In a rhombus ABCD, the altitude from D to side AB bisects AB. Find the angles of the rhombus.
Answers
Given that ABCD is a Rhombus and DE is the altitude on AB then AE = EB.
In a ΔAED and ΔBED,
DE = DE ( common line)
∠AED = ∠BED ( right angle)
AE = EB ( DE is an altitude)
∴ ΔAED ≅ ΔBED ( SAS property)
∴ AD = BD ( by C.P.C.T)
But AD = AB ( sides of rhombus are equal)
⇒ AD = AB = BD
∴ ABD is an equilateral traingle.
∴ ∠A = 60°
⇒ ∠A = ∠C = 60° (opposite angles of rhombus are equal)
But Sum of adjacent angles of a rhombus is supplimentary.
∠ABC + ∠BCD = 180°
⇒ ∠ABC + 60°= 180°
⇒ ∠ABC = 180° - 60° = 120°.
∴ ∠ABC = ∠ADC = 120°. (opposite angles of rhombus are equal)

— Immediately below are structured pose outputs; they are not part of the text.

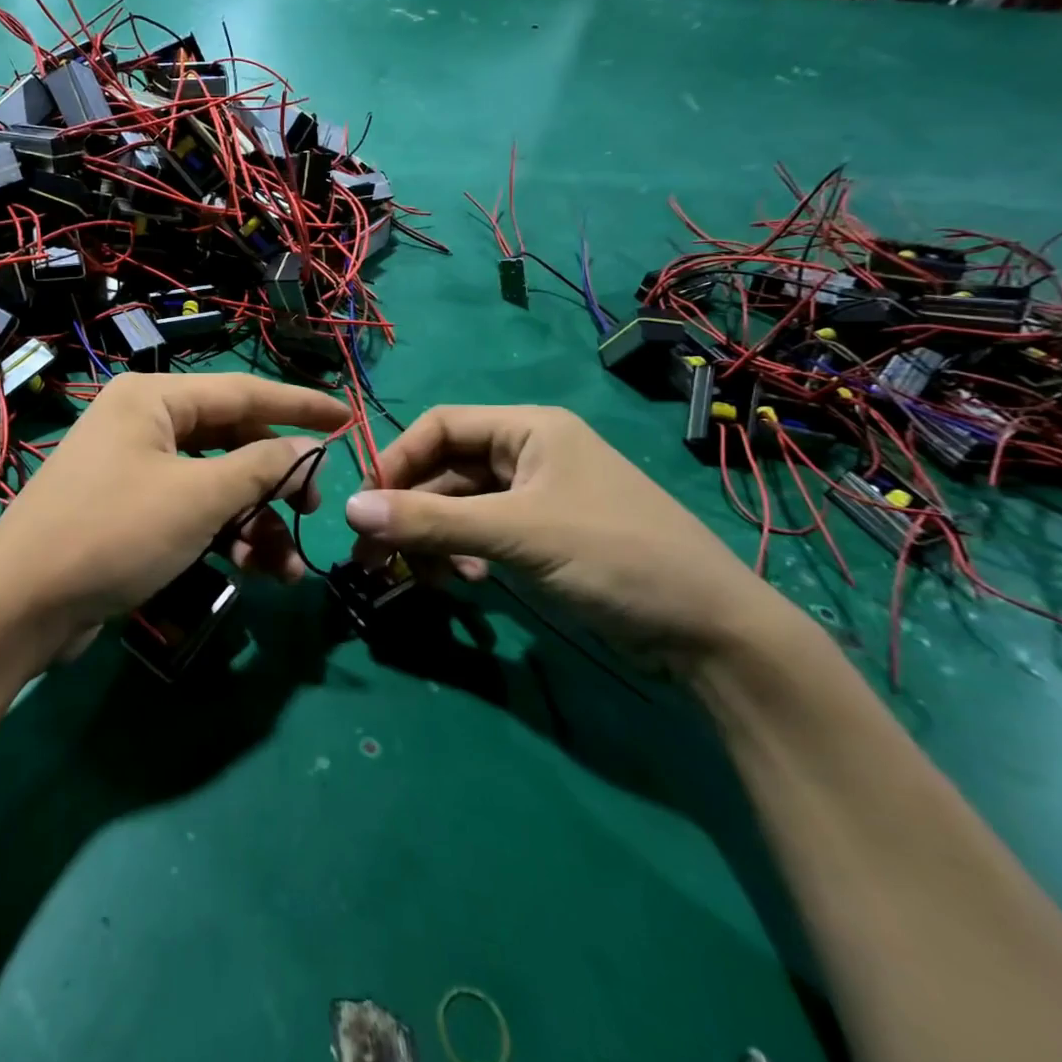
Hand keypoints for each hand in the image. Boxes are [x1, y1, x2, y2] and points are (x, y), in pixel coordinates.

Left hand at [0, 373, 351, 663]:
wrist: (22, 606)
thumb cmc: (115, 533)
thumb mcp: (198, 498)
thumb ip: (260, 467)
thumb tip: (308, 448)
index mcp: (153, 399)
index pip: (242, 392)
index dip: (299, 406)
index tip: (347, 418)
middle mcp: (143, 424)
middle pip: (230, 441)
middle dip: (275, 480)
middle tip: (312, 508)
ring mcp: (134, 470)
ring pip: (214, 484)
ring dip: (255, 521)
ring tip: (286, 567)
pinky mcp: (130, 512)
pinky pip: (191, 512)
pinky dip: (224, 536)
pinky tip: (256, 571)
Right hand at [343, 406, 794, 674]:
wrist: (711, 635)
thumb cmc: (615, 557)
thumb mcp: (518, 534)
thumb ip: (431, 522)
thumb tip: (349, 509)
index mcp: (530, 429)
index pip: (441, 426)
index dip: (397, 460)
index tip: (366, 504)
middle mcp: (530, 455)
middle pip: (445, 470)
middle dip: (408, 510)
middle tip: (371, 554)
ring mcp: (536, 500)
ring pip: (460, 507)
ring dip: (432, 538)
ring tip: (416, 576)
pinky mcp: (542, 540)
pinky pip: (481, 536)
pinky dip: (462, 555)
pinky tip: (466, 582)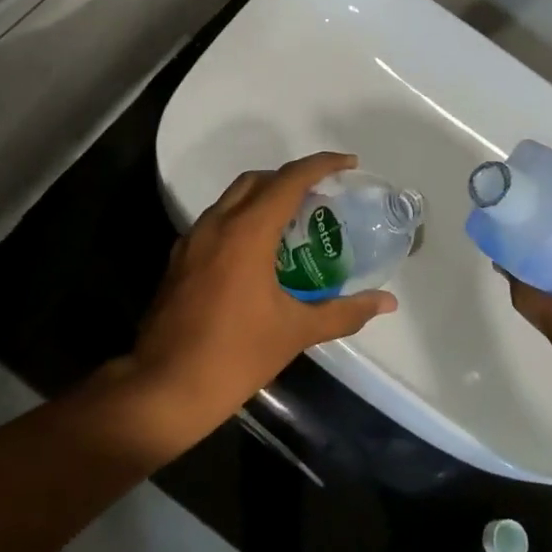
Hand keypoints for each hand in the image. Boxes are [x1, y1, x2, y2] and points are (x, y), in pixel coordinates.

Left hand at [127, 152, 397, 441]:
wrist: (164, 387)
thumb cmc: (235, 355)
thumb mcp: (295, 332)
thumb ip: (344, 312)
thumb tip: (386, 302)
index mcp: (246, 232)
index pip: (289, 180)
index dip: (321, 165)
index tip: (348, 164)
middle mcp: (216, 224)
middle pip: (257, 180)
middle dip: (291, 178)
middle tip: (322, 196)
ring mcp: (192, 241)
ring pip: (232, 199)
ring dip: (264, 198)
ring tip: (295, 222)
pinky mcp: (179, 260)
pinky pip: (216, 222)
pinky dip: (242, 220)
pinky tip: (259, 253)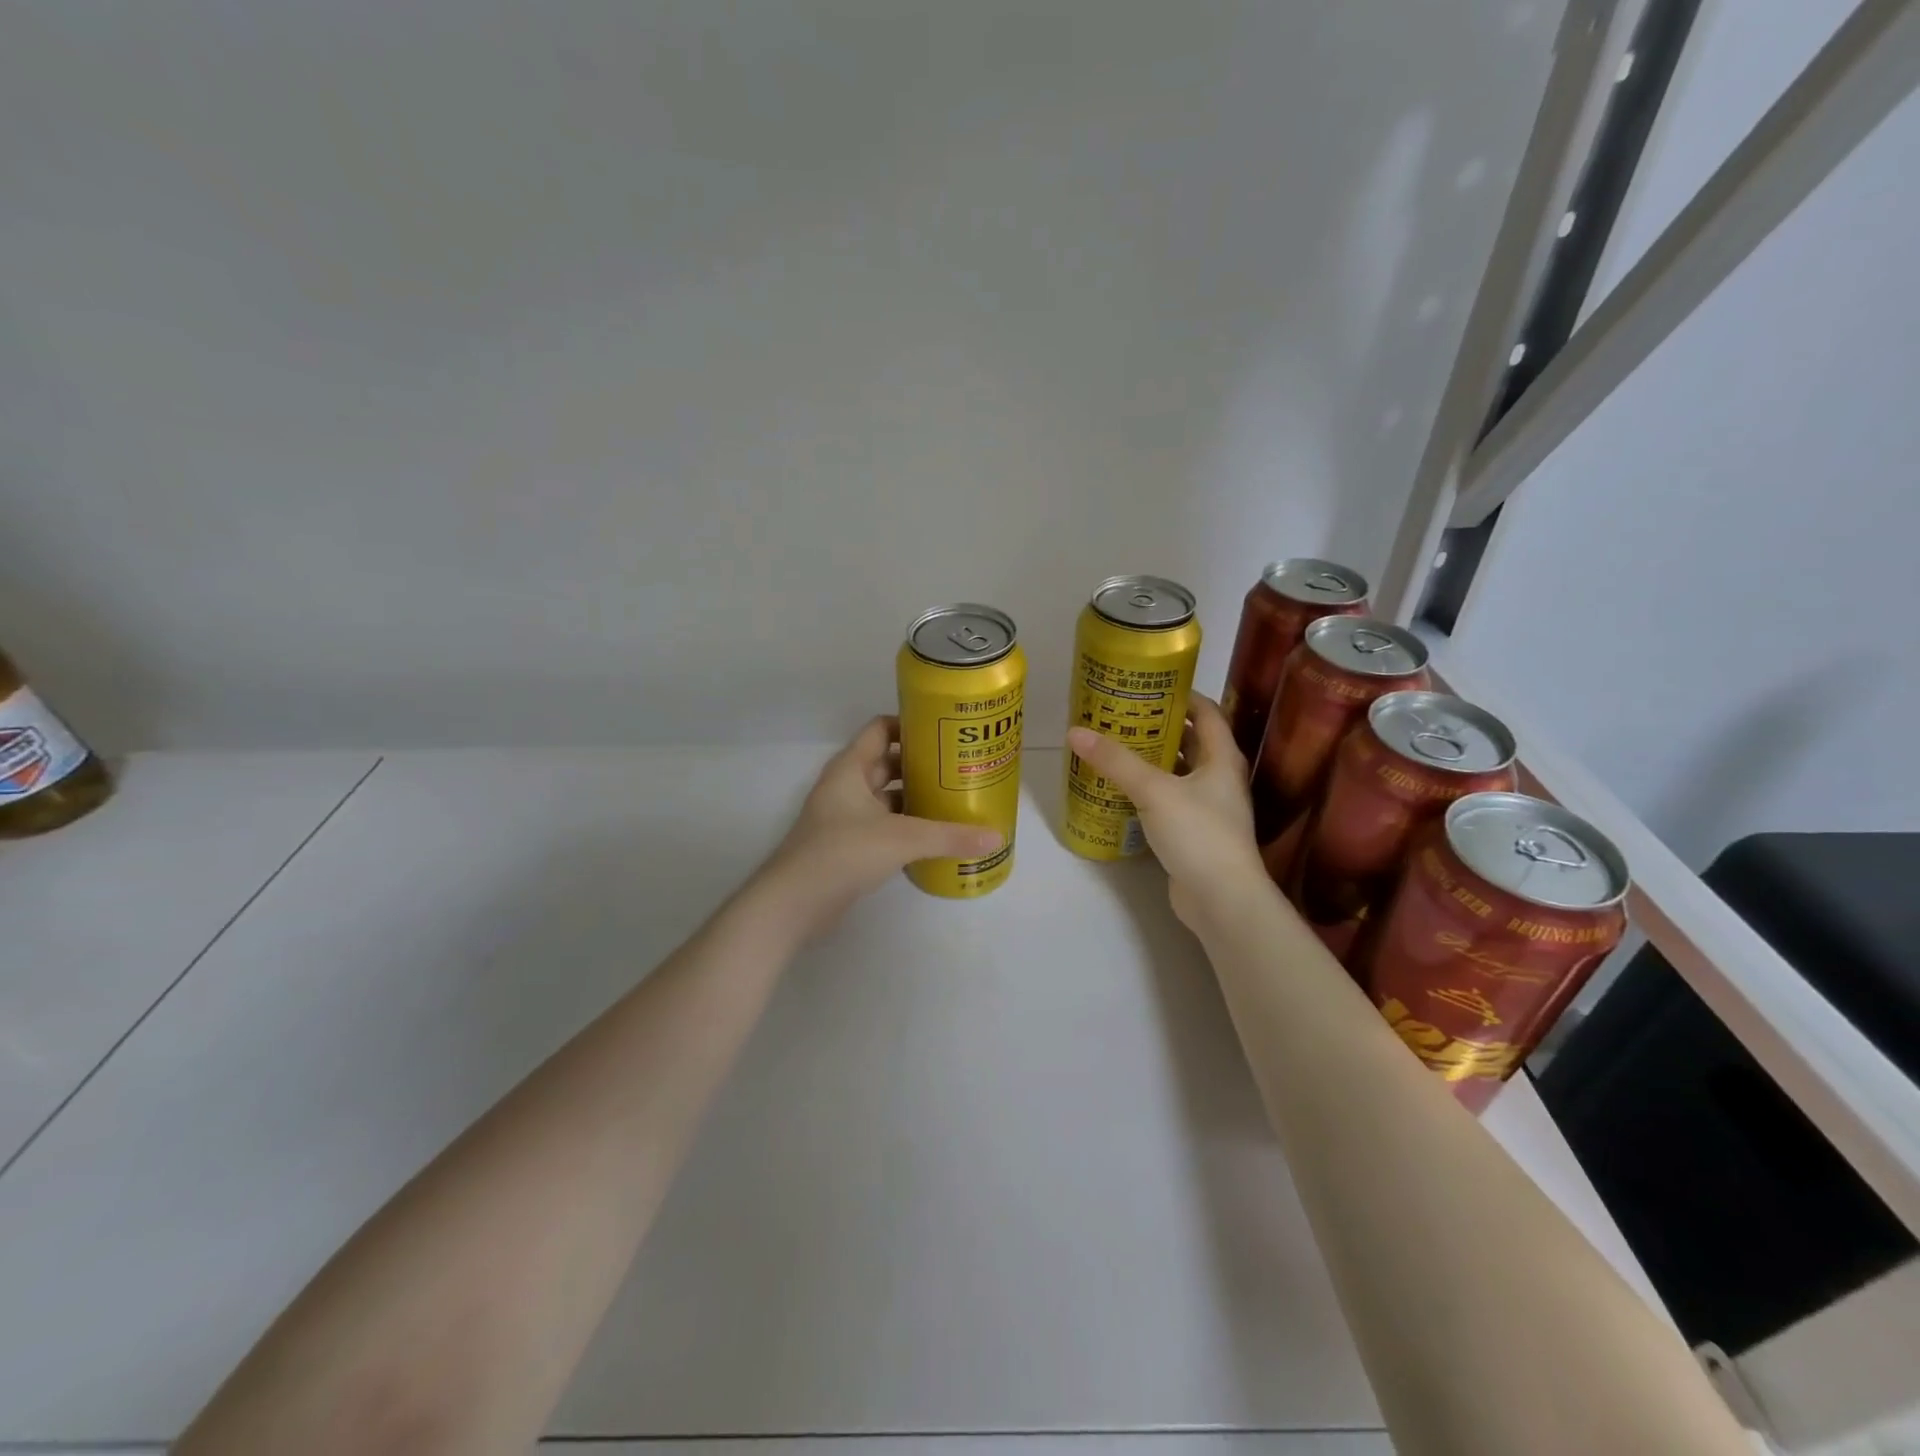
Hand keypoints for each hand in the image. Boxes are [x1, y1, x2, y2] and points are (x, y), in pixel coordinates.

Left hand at [758, 715, 1003, 938]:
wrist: (794, 902)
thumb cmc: (843, 853)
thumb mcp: (903, 839)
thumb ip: (950, 836)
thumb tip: (997, 837)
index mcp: (850, 768)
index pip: (881, 730)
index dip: (910, 725)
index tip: (944, 732)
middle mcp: (845, 786)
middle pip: (886, 763)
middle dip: (920, 765)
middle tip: (959, 768)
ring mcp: (843, 817)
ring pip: (884, 797)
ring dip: (913, 797)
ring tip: (953, 800)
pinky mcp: (846, 845)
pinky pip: (881, 825)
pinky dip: (904, 825)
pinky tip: (932, 836)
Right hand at [1066, 693, 1267, 930]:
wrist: (1222, 900)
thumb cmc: (1198, 834)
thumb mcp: (1154, 791)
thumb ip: (1116, 761)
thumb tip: (1075, 732)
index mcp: (1222, 759)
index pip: (1207, 713)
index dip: (1182, 696)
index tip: (1149, 686)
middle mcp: (1219, 779)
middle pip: (1190, 742)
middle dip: (1158, 728)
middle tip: (1120, 716)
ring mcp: (1208, 809)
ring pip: (1178, 774)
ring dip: (1151, 761)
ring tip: (1114, 748)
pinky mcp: (1194, 833)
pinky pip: (1168, 801)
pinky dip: (1147, 792)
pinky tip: (1119, 791)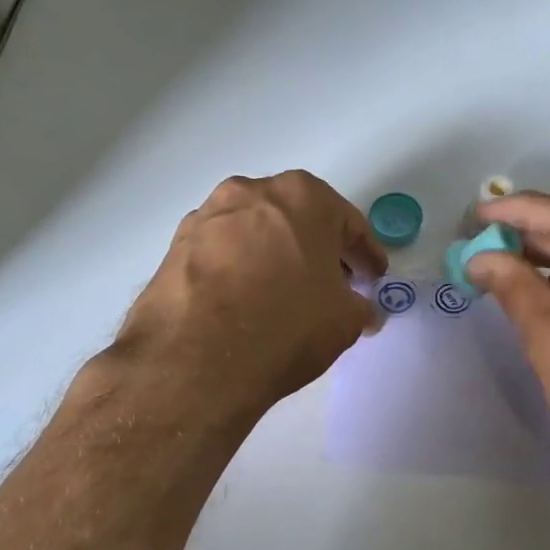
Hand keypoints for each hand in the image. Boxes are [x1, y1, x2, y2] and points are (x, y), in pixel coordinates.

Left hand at [114, 171, 386, 421]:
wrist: (197, 359)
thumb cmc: (287, 325)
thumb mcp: (345, 321)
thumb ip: (361, 307)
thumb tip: (362, 311)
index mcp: (304, 196)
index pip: (348, 224)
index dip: (366, 254)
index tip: (374, 276)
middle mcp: (253, 191)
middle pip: (299, 219)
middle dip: (319, 249)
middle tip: (334, 283)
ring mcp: (208, 215)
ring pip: (257, 232)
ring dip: (276, 256)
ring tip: (286, 294)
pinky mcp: (176, 245)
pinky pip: (223, 253)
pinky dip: (240, 269)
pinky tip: (247, 302)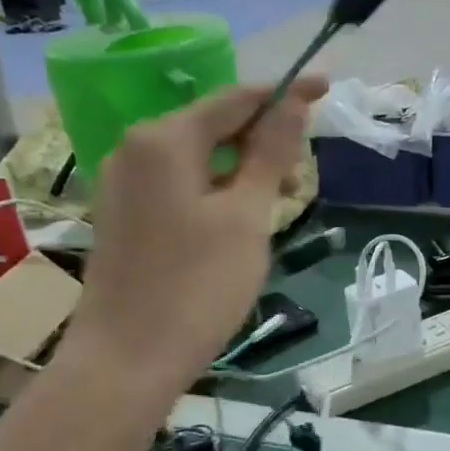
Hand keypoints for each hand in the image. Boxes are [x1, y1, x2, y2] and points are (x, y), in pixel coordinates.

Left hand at [63, 78, 325, 388]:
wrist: (126, 361)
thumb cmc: (197, 286)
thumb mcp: (247, 216)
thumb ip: (271, 152)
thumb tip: (293, 101)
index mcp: (165, 138)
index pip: (237, 97)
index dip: (285, 92)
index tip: (327, 89)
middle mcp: (135, 148)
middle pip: (215, 127)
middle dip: (263, 144)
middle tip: (299, 186)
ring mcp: (122, 183)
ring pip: (199, 160)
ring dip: (242, 174)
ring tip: (271, 215)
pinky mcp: (122, 216)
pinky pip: (178, 186)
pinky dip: (215, 194)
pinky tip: (235, 228)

∴ Angles of rhombus are ∠A = 60° and ∠C = 60° , ∠B = ∠D = 120°.
Given:
A rhombus ABCD
altitude D bisects AB
To Find:
angles of the rhombus
Solution:
In rhombus ABCD,
AE = EB [DE is an altitude]
∠AED = ∠BED = 90°
Now, we join BD,
In ΔAED and ΔBED
AE = BE [given]
∠DEA = ∠BED [ 90° angle]
DE = DE [common]
ΔAED ≅ ΔBED [by SAS congruency criteria]
AD = BD [C.P.C.T] ..(i)
Since, ABCD is a rhombus
AD = AB ..(ii)
Now, using (i) and (ii),
AD = BD = AB
ΔABD is an equilateral triangle
So,
∠A = ∠B = ∠D = 60°
AB ║DC and BC is transversal
So, ∠B + ∠C = 180°
60° + ∠C = 180°
∠C = 120°
As we know that opposite angles of a rhombus are equal
So, ∠A = ∠C = 120°
∠B = ∠D = 60°
Therefore, the angles of the rhombus are ∠A = 60° and ∠C = 60°, ∠B = ∠D = 120°.